The juxtaposition highlighted the acute loss of the last World War II veteran to occupy the White House, along with the decency and service Bush embodied.
It is fitting that news sites' homepages Saturday morning were bracketed by Bush's death and the G20 summit in Argentina. They are, in fact, bookends.
Bush heralded the New World Order and called for the transformation of international relations and economics once the United States and the Soviet Union were no longer pitted against each another in a contest between capitalism and communism.
Bush knew the hope, freedom and opportunity that the end of the Cold War would bring. But he also knew it presented dangers -- not least of all the disintegration of American resolve and unity. Without a common enemy, would America and the Atlantic alliance remain united in the face of numerous global challenges? Would Democrats and Republicans?
America has relinquished much of its global leadership under President Trump, who in many ways epitomizes a post-Cold War world. It is not a New World Order Bush could have imagined: a businessman and reality TV star who then became a president who touts "America first" while denouncing globalism.

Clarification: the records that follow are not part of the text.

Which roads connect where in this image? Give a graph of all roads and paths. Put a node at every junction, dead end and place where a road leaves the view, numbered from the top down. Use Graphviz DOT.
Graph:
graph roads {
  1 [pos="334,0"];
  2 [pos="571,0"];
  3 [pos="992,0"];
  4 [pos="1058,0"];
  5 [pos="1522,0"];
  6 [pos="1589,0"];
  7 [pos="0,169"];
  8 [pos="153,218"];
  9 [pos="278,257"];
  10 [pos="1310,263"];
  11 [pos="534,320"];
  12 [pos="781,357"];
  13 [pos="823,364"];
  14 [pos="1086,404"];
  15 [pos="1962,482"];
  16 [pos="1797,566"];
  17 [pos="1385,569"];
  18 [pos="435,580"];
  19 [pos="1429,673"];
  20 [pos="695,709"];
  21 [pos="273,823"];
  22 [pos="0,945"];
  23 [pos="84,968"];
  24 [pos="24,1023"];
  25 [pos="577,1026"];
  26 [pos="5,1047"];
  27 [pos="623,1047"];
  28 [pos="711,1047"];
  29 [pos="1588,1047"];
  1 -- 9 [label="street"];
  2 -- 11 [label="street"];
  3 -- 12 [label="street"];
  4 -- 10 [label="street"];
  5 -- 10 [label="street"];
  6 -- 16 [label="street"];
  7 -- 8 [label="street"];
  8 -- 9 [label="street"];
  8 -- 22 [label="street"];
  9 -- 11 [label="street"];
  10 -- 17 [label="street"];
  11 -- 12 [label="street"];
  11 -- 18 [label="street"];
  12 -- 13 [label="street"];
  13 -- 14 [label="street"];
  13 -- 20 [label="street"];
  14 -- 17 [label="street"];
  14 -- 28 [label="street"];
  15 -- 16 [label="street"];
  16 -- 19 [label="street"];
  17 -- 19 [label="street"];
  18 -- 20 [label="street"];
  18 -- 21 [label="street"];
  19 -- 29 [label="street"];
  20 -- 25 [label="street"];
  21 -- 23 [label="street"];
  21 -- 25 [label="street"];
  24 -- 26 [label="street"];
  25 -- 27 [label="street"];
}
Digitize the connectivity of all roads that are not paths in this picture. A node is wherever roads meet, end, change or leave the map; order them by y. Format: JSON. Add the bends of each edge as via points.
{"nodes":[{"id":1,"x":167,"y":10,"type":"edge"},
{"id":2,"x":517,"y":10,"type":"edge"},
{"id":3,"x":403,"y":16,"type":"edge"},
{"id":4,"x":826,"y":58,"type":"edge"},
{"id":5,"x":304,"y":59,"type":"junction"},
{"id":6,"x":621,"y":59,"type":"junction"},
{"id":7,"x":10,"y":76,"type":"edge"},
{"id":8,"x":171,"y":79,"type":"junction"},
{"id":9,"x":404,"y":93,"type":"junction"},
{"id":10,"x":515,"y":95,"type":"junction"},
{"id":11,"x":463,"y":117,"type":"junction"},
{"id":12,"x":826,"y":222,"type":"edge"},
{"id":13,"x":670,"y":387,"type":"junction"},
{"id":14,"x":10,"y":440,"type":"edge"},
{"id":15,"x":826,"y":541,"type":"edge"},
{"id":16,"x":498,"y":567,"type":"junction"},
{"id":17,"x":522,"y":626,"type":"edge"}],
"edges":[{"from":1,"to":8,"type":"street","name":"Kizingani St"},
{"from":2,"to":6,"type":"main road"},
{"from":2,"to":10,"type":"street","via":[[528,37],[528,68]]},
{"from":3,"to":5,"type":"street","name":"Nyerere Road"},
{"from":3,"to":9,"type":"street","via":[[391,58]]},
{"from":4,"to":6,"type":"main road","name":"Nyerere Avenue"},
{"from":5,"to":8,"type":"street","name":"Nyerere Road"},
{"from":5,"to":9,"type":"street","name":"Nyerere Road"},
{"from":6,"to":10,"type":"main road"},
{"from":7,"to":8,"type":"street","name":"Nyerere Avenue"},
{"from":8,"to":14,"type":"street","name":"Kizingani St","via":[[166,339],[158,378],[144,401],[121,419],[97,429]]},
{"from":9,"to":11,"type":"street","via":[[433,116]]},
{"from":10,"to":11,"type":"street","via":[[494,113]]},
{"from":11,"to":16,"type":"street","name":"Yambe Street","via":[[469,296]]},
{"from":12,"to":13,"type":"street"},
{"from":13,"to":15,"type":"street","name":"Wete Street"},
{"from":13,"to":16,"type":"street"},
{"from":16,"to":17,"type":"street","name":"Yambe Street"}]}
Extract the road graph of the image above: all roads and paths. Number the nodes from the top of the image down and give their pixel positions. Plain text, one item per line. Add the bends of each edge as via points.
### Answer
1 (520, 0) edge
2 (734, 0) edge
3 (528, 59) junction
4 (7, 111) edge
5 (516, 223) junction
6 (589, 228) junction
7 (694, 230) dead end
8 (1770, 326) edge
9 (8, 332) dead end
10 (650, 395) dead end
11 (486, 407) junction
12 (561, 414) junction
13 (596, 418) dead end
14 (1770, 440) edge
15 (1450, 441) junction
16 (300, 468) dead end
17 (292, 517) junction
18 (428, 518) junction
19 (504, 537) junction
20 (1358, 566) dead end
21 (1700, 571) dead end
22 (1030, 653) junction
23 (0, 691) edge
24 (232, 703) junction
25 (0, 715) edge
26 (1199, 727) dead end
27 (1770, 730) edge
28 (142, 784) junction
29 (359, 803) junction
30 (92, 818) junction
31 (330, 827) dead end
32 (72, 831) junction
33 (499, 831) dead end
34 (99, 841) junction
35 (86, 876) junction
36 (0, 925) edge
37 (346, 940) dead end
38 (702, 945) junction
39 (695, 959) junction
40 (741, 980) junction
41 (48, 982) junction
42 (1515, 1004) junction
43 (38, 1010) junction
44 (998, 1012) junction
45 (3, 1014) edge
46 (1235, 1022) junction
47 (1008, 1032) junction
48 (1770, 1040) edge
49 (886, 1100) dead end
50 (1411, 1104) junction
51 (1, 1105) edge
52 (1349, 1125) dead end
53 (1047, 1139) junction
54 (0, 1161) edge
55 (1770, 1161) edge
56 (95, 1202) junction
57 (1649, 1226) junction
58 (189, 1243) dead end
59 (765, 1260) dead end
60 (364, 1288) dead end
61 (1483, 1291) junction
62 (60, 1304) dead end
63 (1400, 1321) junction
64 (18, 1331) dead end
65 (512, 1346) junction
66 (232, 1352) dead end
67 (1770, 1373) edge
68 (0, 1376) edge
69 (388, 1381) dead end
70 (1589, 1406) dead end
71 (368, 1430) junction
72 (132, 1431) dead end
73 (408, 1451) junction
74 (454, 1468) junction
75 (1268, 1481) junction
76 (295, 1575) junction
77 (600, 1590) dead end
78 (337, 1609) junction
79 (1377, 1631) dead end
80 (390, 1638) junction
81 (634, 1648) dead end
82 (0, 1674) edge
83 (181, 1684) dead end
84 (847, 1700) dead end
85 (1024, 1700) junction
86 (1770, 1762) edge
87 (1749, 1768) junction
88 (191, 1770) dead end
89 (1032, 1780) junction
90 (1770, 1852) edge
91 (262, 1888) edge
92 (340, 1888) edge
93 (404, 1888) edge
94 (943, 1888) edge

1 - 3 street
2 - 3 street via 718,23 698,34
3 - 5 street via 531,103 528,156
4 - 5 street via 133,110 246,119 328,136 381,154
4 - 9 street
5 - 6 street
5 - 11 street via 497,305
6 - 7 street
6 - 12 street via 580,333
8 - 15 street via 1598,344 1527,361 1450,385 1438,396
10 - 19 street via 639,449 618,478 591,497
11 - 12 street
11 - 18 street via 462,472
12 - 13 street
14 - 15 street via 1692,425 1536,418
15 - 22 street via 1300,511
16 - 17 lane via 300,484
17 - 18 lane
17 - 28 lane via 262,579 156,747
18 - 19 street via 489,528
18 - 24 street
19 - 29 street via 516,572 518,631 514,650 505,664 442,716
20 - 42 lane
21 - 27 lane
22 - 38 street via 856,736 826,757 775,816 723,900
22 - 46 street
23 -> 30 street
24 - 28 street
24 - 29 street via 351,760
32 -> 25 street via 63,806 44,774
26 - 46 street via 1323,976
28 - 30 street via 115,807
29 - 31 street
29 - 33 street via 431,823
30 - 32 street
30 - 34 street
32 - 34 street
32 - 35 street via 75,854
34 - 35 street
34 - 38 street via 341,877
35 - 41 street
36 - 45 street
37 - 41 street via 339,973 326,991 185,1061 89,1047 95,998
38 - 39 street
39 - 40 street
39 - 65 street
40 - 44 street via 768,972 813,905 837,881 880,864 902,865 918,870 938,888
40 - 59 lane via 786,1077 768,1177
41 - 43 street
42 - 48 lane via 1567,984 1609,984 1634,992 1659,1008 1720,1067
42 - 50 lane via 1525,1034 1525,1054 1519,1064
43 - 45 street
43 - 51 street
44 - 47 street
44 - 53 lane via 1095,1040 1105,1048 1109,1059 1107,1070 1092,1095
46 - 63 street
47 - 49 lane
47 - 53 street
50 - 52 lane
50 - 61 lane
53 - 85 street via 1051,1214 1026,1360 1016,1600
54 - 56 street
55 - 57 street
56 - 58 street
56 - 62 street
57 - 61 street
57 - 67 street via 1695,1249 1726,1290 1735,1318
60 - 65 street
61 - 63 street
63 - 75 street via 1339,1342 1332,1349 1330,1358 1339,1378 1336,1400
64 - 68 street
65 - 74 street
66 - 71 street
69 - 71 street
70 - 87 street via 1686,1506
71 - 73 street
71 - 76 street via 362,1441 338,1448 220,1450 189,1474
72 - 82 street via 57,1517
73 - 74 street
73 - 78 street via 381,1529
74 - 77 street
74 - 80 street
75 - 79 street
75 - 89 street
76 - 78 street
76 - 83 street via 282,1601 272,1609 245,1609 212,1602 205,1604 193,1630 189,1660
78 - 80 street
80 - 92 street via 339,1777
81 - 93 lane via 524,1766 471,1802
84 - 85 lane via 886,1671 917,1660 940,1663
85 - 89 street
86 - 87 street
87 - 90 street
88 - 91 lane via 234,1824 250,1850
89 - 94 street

Trump is in many ways the opposite of the patrician and taciturn Bush. And that is one of the reasons our 45th president was elected. Bush was the ideal of the establishment. Trump is the rebel who undermines American institutions. He has also disparaged and denigrated the intelligence community Bush led as director of the CIA.
Bush was not a perfect president or politician. He lacked Trump's ability to connect with voters emotionally. Most importantly, many of his policies and politics planted the seeds of American division today. His successful but limited campaign against Saddam Hussein liberated Kuwait but left the Iraqi dictator in power, arguably leading to the problematic second Gulf War. The resulting American occupation led many to doubt both the elite and foreign military engagements -- doubts that helped Trump win the election.
The Willie Horton ad that Bush's campaign supporters used against 1988 Democratic nominee Michael Dukakis helped Bush win, but it also exploited racist fears of black men. Bush's campaign manager Lee Atwater later apologized for it. Thirty years later, Trump released a similar ad stoking fears about immigrants just days before the 2018 midterm elections.
But Bush ultimately called on our unity far more often than he sought to exploit our divisions. Indeed, he may have sacrificed his chance at a second term in 1992 by refusing to "go low" in his contest against young Democrat Bill Clinton, whose campaign was at one point threatened by scandal.
"He loved America with all of his heart and served her as fully and completely as anyone ever has," Condoleezza Rice wrote in her tribute to Bush. "He has finished his race with honor and dignity."
Agree or disagree with Bush's politics, it is his profound decency that is his legacy. Just one example: Read his letter to Clinton after he lost the 1992 election. That dignity and decorum is, perhaps, the greatest difference between Trump and his predecessors.
That decency deficit is what has a led a handful of Republicans to repudiate Trump's politics and tone -- and many more did so before he was the party's nominee.
But today's Republican Party is the party of Trump, not the party of Bush.
And America is at a crossroads. The suburban vote in the midterm elections suggested that many swing voters reject Trump's divisiveness. But do they accept the burdens of global leadership that George H.W. Bush embraced?